3.    Funding/exit/valuation questions

  • •    Are you finding lending lines out there?
  • •    If an acquirer made an offer to buy your company today, but at a multiple less than what it would be in a strong economy, would you consider it, or wait until the economy improves so you could get a higher valuation?
  • •    Are you considering merging your company with another?

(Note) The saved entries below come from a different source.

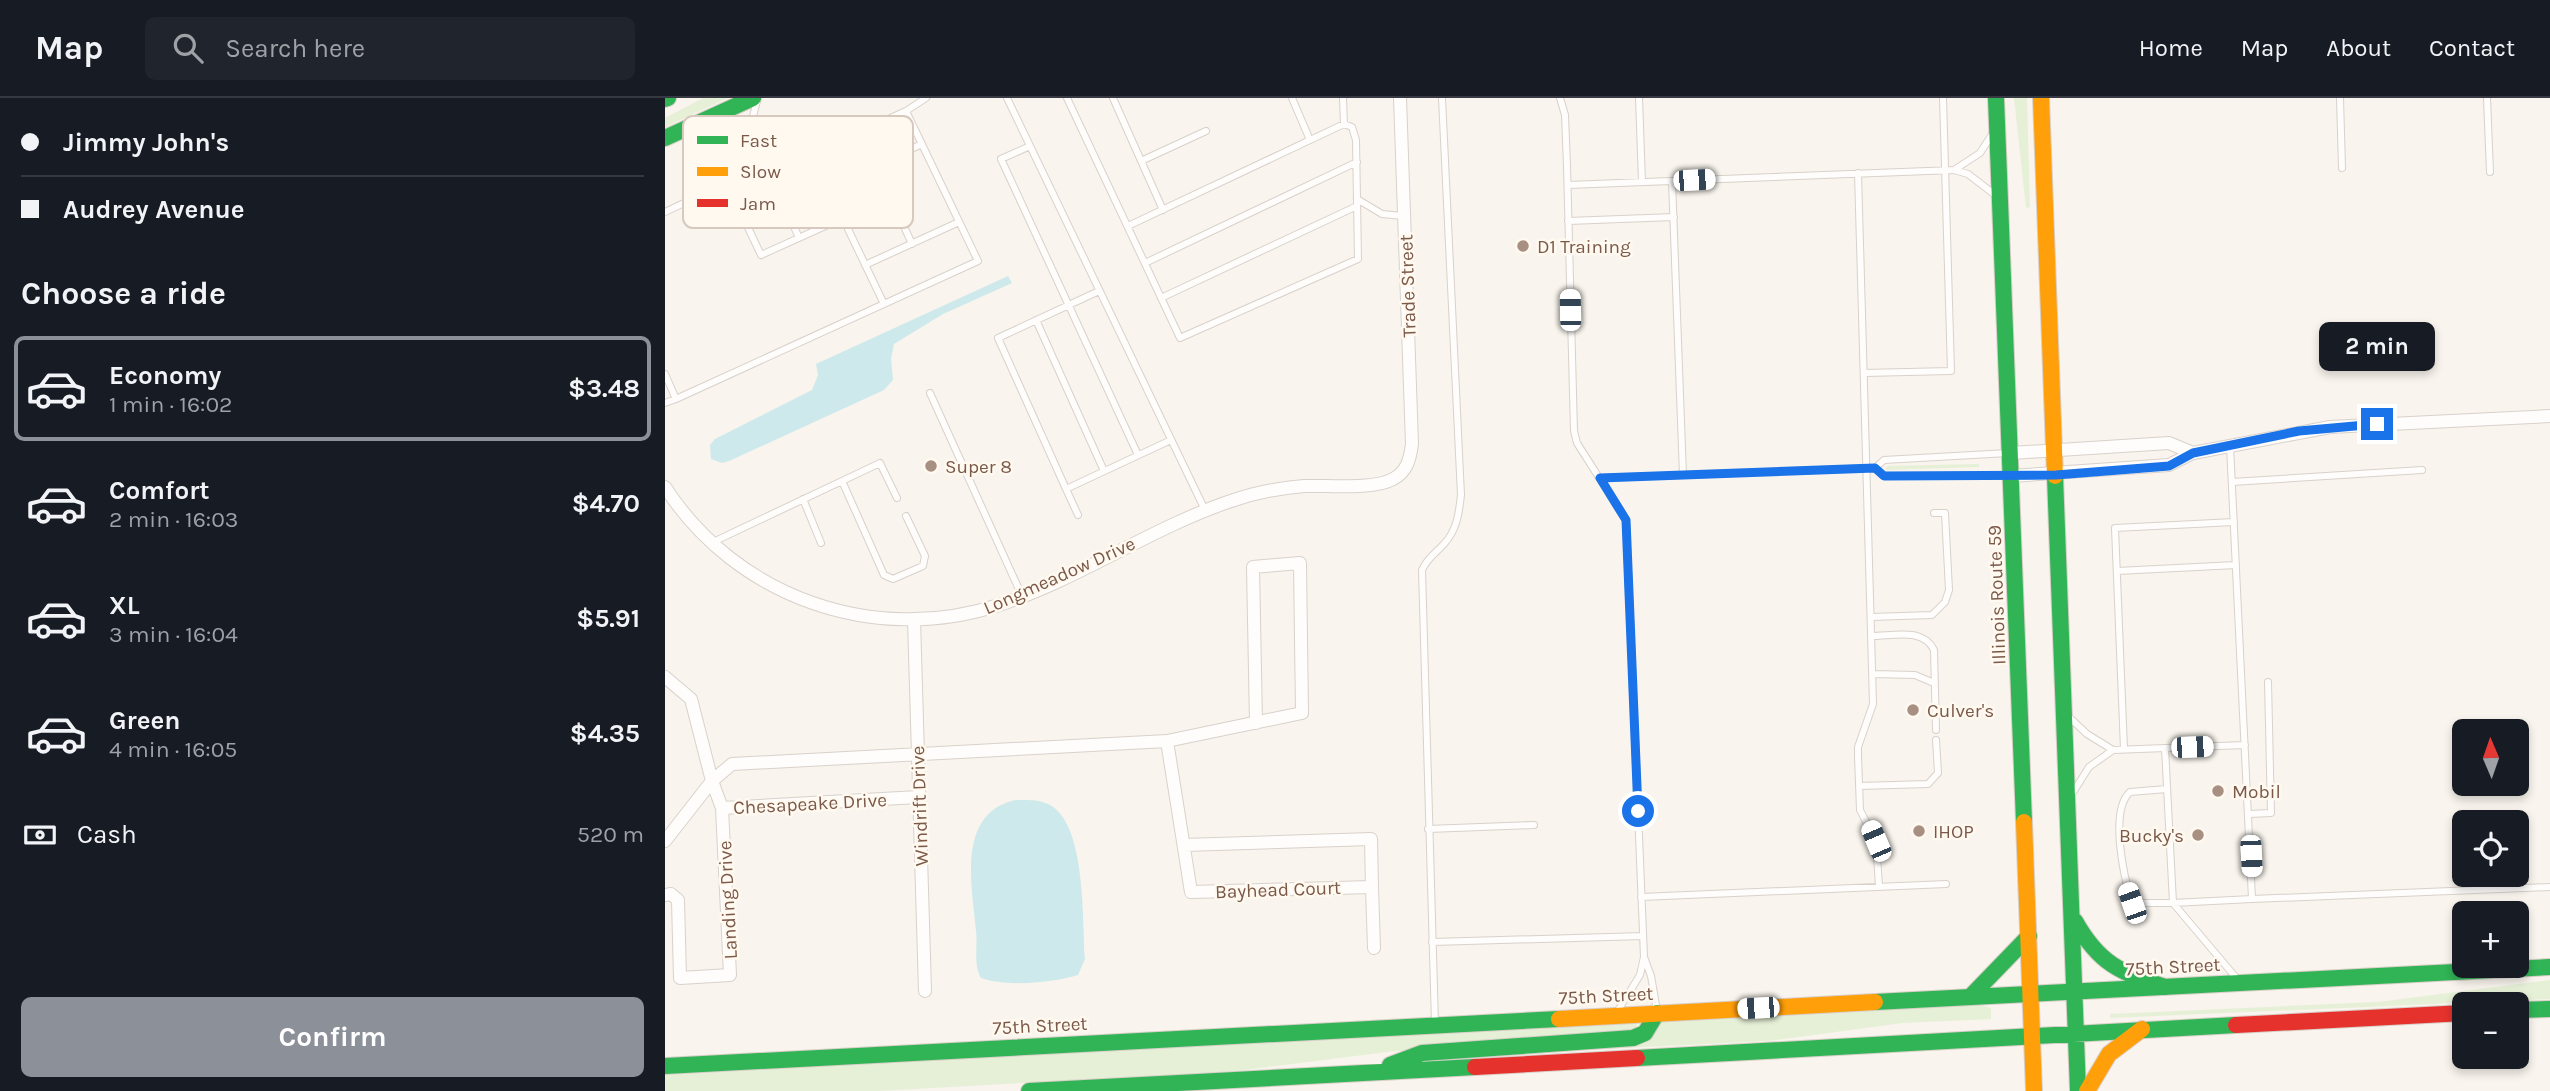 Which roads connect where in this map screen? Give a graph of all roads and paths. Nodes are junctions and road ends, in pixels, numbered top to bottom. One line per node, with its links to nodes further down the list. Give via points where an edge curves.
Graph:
1 (753, 98): 19 (main road)
2 (758, 98): 20 (lane)
3 (926, 98): 18 (lane)
4 (1007, 98): 31 (lane)
5 (1067, 98): 52 (lane)
6 (1113, 98): 33 (lane)
7 (1292, 98): 29 (lane)
8 (1343, 98): 23 (lane)
9 (1400, 98): 48 (street, Trade Street)
10 (1442, 98): 129 (lane, via 1461,495 1457,523 1422,570)
11 (1560, 98): 42 (lane, via 1565,114)
12 (1639, 98): 41 (lane)
13 (1943, 98): 36 (lane)
14 (1996, 98): 25 (main road, Illinois Route 59)
15 (2041, 98): 75 (main road)
16 (2340, 98): 35 (lane)
17 (2487, 98): 38 (lane)
18 (906, 111): 21 (lane); 22 (lane)
19 (714, 116)
20 (753, 116)
21 (895, 116)
22 (908, 116)
23 (1344, 124): 29 (lane); 34 (lane, via 1352,127)
24 (913, 125): 30 (lane)
25 (1997, 125): 37 (lane, via 1980,153); 43 (main road, Illinois Route 59)
26 (683, 130): 28 (main road)
27 (1206, 131): 33 (lane)
28 (665, 138)
29 (1310, 140): 46 (lane)
30 (922, 144): 32 (lane); 51 (lane)
31 (1030, 146): 62 (lane); 65 (lane, via 1001,159)
32 (913, 148)
33 (1141, 161): 46 (lane)
34 (1357, 162): 44 (lane); 60 (lane)
35 (2343, 168)
36 (1945, 170): 37 (lane); 39 (lane); 67 (lane, via 1951,371)
37 (1954, 170): 43 (lane, via 1979,181)
38 (2490, 172)
39 (1858, 173): 40 (lane); 67 (lane)
40 (1672, 181): 41 (lane); 49 (lane)
41 (1642, 182): 42 (lane)
42 (1568, 185): 50 (lane)
43 (1999, 200): 76 (main road, Illinois Route 59)
44 (1357, 203): 48 (lane, via 1382,214); 63 (lane); 63 (lane, via 1358,259 1180,338)
45 (683, 204): 47 (lane)
46 (1163, 210): 52 (lane)
47 (665, 212)
48 (1404, 216): 83 (street, Trade Street, via 1412,444)
49 (1674, 217): 50 (lane); 84 (lane)
50 (1568, 221): 87 (lane, via 1574,431)
51 (959, 222): 59 (lane); 64 (lane, via 978,261)
52 (1128, 226): 60 (lane)
53 (748, 228): 58 (lane, via 761,255)
54 (795, 228): 58 (lane)
55 (821, 228): 58 (lane)
56 (848, 228): 61 (lane)
57 (905, 228): 59 (lane)
58 (799, 238)
59 (912, 244): 61 (lane)
60 (1145, 263): 63 (lane)
61 (865, 265): 64 (lane)
62 (1099, 291): 65 (lane); 73 (lane)
63 (1161, 298)
64 (884, 304): 70 (lane)
65 (1067, 306): 66 (lane); 78 (lane)
66 (1036, 320): 82 (lane); 91 (lane, via 998,338)
67 (1864, 373): 79 (lane)
68 (665, 374): 70 (lane)
69 (930, 393): 103 (lane)
70 (676, 398): 71 (lane)
71 (665, 403)
72 (2550, 416): 74 (street, via 2330,427)
73 (1171, 440): 78 (lane); 94 (lane)
74 (2230, 446): 77 (street); 89 (lane)
75 (2054, 449): 76 (street); 77 (street, via 2169,443); 85 (main road)
76 (2011, 453): 80 (lane, via 1885,460); 86 (main road, Illinois Route 59)
77 (2193, 453): 85 (street, via 2169,466)
78 (1138, 455): 82 (lane)
79 (1867, 468): 80 (lane); 84 (lane); 104 (lane)
80 (1875, 468): 86 (lane, via 1884,476)
81 (2422, 470): 89 (lane)
82 (1104, 471): 91 (lane)
83 (1404, 472): 94 (street, Longmeadow Drive, via 1391,481 1273,490)
84 (1683, 475): 87 (lane)
85 (2056, 475): 86 (street); 111 (main road)
86 (2011, 476): 142 (main road, Illinois Route 59)
87 (1600, 478): 137 (lane, via 1626,520)
88 (842, 481): 92 (lane, via 880,463); 93 (lane); 97 (lane, via 884,575 893,579 923,566 925,556)
89 (2232, 482): 98 (lane)
90 (665, 487): 99 (street, Longmeadow Drive)
91 (1066, 489): 96 (lane)
92 (897, 498)
93 (803, 499): 99 (lane); 100 (lane)
94 (1205, 510): 103 (street, Longmeadow Drive)
95 (1934, 513): 104 (lane, via 1945,513 1949,590 1945,602 1932,615)
96 (1078, 515)
97 (906, 516)
98 (2234, 522): 101 (lane); 102 (lane, via 2115,528)
99 (710, 543): 105 (street, Longmeadow Drive, via 770,585 810,603 851,615)
100 (821, 543)
101 (2236, 565): 102 (lane); 116 (lane)
102 (2117, 571): 118 (lane)
103 (1022, 596): 105 (street, Longmeadow Drive, via 979,611)
104 (1871, 617): 106 (lane)
105 (914, 620): 120 (street, Windrift Drive)
106 (1871, 636): 107 (lane); 110 (lane, via 1920,635 1929,640 1934,650)
107 (1873, 674): 110 (lane, via 1915,675); 122 (lane, via 1871,717 1858,747)
108 (665, 677): 121 (street, Chesapeake Drive, via 691,699)
109 (2268, 682): 127 (lane, via 2271,813)
110 (1934, 683): 113 (lane)
111 (2066, 714): 119 (lane); 125 (main road)
112 (1256, 723): 112 (street, via 1302,713 1300,564 1253,567); 115 (street)
113 (1936, 730)
114 (1936, 740): 122 (lane, via 1938,773 1928,783)
115 (1167, 741): 120 (street); 131 (street, Bayhead Court)
116 (2245, 745): 117 (lane); 127 (lane)
117 (2165, 748): 118 (lane); 123 (lane)
118 (2124, 749): 119 (lane)
119 (2113, 750): 125 (lane, via 2089,767)
120 (917, 753): 121 (street, via 732,764); 124 (street, Windrift Drive)
121 (712, 781): 126 (street, Chesapeake Drive); 130 (street)
122 (1859, 786): 133 (lane, via 1860,810 1876,841)
123 (2167, 789): 139 (lane); 139 (lane, via 2130,792 2123,798 2122,875 2132,903)
124 (918, 797): 126 (street, Chesapeake Drive); 149 (street, Windrift Drive)
125 (2069, 803): 140 (main road)
126 (722, 808): 136 (street, Landing Drive, via 730,975 680,978 678,900)
127 (2249, 814): 138 (lane)
128 (1534, 825): 129 (lane)
129 (1428, 830): 143 (lane)
130 (665, 841)
131 (1184, 845): 134 (street, Bayhead Court, via 1191,892); 134 (street, via 1371,839)
132 (1946, 884): 133 (lane)
133 (1879, 886): 137 (lane)
134 (1372, 887): 144 (street)
135 (2550, 887): 138 (lane)
136 (665, 895)
137 (1641, 897): 141 (lane)
138 (2252, 899): 139 (lane)
139 (2173, 903): 147 (lane)
140 (2072, 915): 148 (main road, via 2088,947 2109,968); 150 (main road)
141 (1643, 936): 143 (lane); 145 (lane)
142 (2029, 936): 151 (main road, Illinois Route 59); 152 (main road, via 2010,950 1998,971)
143 (1432, 942): 158 (lane)
144 (1374, 948)
145 (1644, 957): 155 (lane); 157 (lane, via 1631,992)
146 (2550, 967): 147 (main road, 75th Street)
147 (2241, 983): 148 (main road, 75th Street)
148 (2165, 987): 150 (main road, 75th Street)
149 (925, 991)
150 (2074, 992): 151 (main road, 75th Street); 160 (main road)
151 (2031, 995): 152 (main road, 75th Street); 161 (main road, Illinois Route 59)
152 (1970, 997): 155 (main road, 75th Street)
153 (2550, 1009): 154 (main road)
154 (2529, 1010)
155 (1657, 1013): 157 (main road, 75th Street); 163 (main road, via 1645,1033 1633,1038 1422,1053)
156 (2452, 1014): 159 (main road)
157 (1613, 1016): 158 (main road, 75th Street)
158 (1435, 1025): 162 (main road, 75th Street)
159 (2142, 1029): 160 (main road); 167 (main road, via 2109,1054)
160 (2076, 1033): 161 (main road); 166 (main road)
161 (2032, 1035): 163 (main road); 165 (main road, Illinois Route 59)
162 (665, 1066)
163 (1374, 1071): 164 (main road)
164 (1028, 1091)
165 (2034, 1091)
166 (2078, 1091)
167 (2087, 1091)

Are you looking at merger partners as a legitimate exit option in 2009?
  • •    Are you looking to current investors or new investors for additional rounds of financing?

4.    Board of Directors/investor-related questions

  • •    How will venture capital investing change in 2009?
  • •    What is your satisfaction with your Board’s ability to fundraise in the future? (I think the current environment highlights a board’s function as protector of value through fundraising and too few board members are good at it)?
  • •    Compensation for outside board members?

5.    Staffing/talent questions

  • •    How are you balancing full time versus contract employees?
  • •    How are you retaining employees during these tough times?
  • •    What kind of retention ideas have you considered to make sure your key folks don’t bail for a more stable environment?
  • •    What skills are you as CEO still looking to hire?
  • •    What do you do to conserve cash? attract customers?
  • •    How many of you CEOs have proposed reducing people to part time levels and adding equity compensation instead of releasing them all together?

6.    Economy-related questions

  • •    When do you predict the market conditions to take a turn for the better?

There a few industry-specific questions CEOs wanted to ask their peer as well:

Life sciences/biotech-related questions

  • •    What kind of deal structures are you seeing in liquidity-directed partnerships? What kind of partnerships, if any, are you envisioning for discovery stage assets?

Medical devices-related questions

  • •    How do you expect reimbursement to be influenced during the next administration?